Acadian Driftwood

One Family and the Great Expulsion

Reviewed by Mariianne Mays Wiebe

Posted March 26, 2021

A double review with

Tyler LeBlanc didn’t care much about history until he stumbled upon a family secret hiding almost in plain sight. He’d always believed, as family lore had maintained, that LeBlanc was an adopted surname. Instead, after being prodded to explore further, he found that a suppressed lineage could be traced back seven generations to one of the original settlers of Acadia.

The Acadians were a French-descended people who resided in and around present-day Nova Scotia, New Brunswick, and Prince Edward Island beginning with the founding of Port-Royal in 1605. Forgotten by the French, they formed their own identity, intermingling with their friends and allies the Mi’kmaq. But, as conflicts between the British and French developed, their political situation grew increasingly precarious.

When British administrators conceived a plan in 1755 to round up the more than fourteen thousand Acadians and to remove them from their homes, some scattered and assimilated into nearby areas. Most, however, were forced onto ships where they were held, often for long periods, before being deported to various colonies around the Atlantic.

Much has been written about the great expulsion and the worldwide impact of the 1756–63 Seven Years War that resulted in France’s surrender of almost all of its remaining North American colonies to Britain. In his book Acadian Driftwood, LeBlanc focuses on ten ordinary Acadians: his great-great-great-great-great-great-grandfather Joseph LeBlanc and many of the latter’s siblings. He quotes author Erik Larson: “It is one thing to write Great Man history, quite another to explore the lives of history’s little men” — and women, I must add.

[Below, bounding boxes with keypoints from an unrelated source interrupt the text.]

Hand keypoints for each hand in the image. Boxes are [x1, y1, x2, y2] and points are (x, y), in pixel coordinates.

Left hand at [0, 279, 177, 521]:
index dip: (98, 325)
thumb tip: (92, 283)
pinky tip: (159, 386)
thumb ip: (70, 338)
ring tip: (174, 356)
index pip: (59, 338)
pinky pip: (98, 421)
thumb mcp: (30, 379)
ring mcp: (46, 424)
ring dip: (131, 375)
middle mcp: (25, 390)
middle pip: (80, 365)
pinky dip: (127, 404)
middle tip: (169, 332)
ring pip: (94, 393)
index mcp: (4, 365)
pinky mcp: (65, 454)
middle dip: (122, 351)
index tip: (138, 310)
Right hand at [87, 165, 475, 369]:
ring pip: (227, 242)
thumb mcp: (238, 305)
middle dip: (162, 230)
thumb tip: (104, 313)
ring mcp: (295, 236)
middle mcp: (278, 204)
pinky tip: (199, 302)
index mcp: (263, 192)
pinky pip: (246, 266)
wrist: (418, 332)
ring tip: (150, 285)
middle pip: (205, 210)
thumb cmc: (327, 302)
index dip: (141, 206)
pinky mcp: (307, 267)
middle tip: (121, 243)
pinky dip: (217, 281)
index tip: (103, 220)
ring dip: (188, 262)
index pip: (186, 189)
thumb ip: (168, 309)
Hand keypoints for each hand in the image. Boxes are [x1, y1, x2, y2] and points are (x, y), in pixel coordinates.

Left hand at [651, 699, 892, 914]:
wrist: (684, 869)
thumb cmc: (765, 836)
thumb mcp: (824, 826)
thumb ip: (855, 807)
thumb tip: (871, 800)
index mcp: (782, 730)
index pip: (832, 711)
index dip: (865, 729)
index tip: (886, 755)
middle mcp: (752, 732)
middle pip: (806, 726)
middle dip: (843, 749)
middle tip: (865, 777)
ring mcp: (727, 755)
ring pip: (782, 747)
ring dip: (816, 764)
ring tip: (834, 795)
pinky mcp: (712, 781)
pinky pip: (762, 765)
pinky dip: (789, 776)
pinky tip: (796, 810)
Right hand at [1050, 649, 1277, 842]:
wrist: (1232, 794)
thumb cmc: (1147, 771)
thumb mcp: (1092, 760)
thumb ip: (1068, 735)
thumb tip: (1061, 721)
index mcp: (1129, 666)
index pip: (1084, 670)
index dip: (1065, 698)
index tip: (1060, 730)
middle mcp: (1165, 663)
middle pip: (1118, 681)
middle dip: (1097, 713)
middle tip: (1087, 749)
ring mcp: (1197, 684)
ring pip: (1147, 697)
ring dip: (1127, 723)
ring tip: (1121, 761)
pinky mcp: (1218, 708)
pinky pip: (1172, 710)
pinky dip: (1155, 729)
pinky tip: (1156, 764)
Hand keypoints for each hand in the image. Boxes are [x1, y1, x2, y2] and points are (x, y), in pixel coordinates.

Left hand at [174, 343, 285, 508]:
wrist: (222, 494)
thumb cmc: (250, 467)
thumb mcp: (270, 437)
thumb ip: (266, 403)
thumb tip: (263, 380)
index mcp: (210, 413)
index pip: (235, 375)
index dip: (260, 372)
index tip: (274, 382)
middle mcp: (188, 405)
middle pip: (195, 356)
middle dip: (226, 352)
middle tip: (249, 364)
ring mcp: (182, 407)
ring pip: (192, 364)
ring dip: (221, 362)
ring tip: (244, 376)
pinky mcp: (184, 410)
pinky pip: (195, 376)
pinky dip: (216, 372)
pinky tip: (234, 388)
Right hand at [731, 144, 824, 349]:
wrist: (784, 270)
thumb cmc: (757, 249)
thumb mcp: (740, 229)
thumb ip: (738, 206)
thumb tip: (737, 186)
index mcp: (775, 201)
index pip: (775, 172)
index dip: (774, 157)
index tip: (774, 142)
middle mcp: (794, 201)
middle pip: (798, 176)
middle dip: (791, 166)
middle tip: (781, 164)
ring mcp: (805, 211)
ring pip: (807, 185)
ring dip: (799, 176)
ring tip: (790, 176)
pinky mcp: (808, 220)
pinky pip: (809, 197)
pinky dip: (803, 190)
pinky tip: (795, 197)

LeBlanc, a self-professed non-historian, dedicates separate chapters to the brothers and sisters who suffered through the hardships that came with exile and homelessness — and that were compounded by the loss of their culture and family support systems.

Acadian Driftwood is a unique family genealogy that draws upon the oral testimony of Joseph LeBlanc’s brother Jean Baptiste to tell the moving stories of people who, author Tyler LeBlanc writes, “represent the displacement suffered at large for the entire Acadian population during Expulsion.”

Unlike LeBlanc, but like many North American “Mennos,” Cameron Dueck was always aware of his family history and, by extension, of the Mennonite story — which involves fleeing persecution by various Roman Catholic and Protestant states after the Mennonites originated in the sixteenth century as an Anabaptist Christian sect in the northern Netherlands. Many of them landed in Canada and in other parts of the Americas, including some who then left Canada due to pressures to assimilate. Dueck was interested in tracking the historical migrations and diaspora of “his people” (although not his direct ancestors), and he did so quite literally — with a motorcycle trip through the Americas.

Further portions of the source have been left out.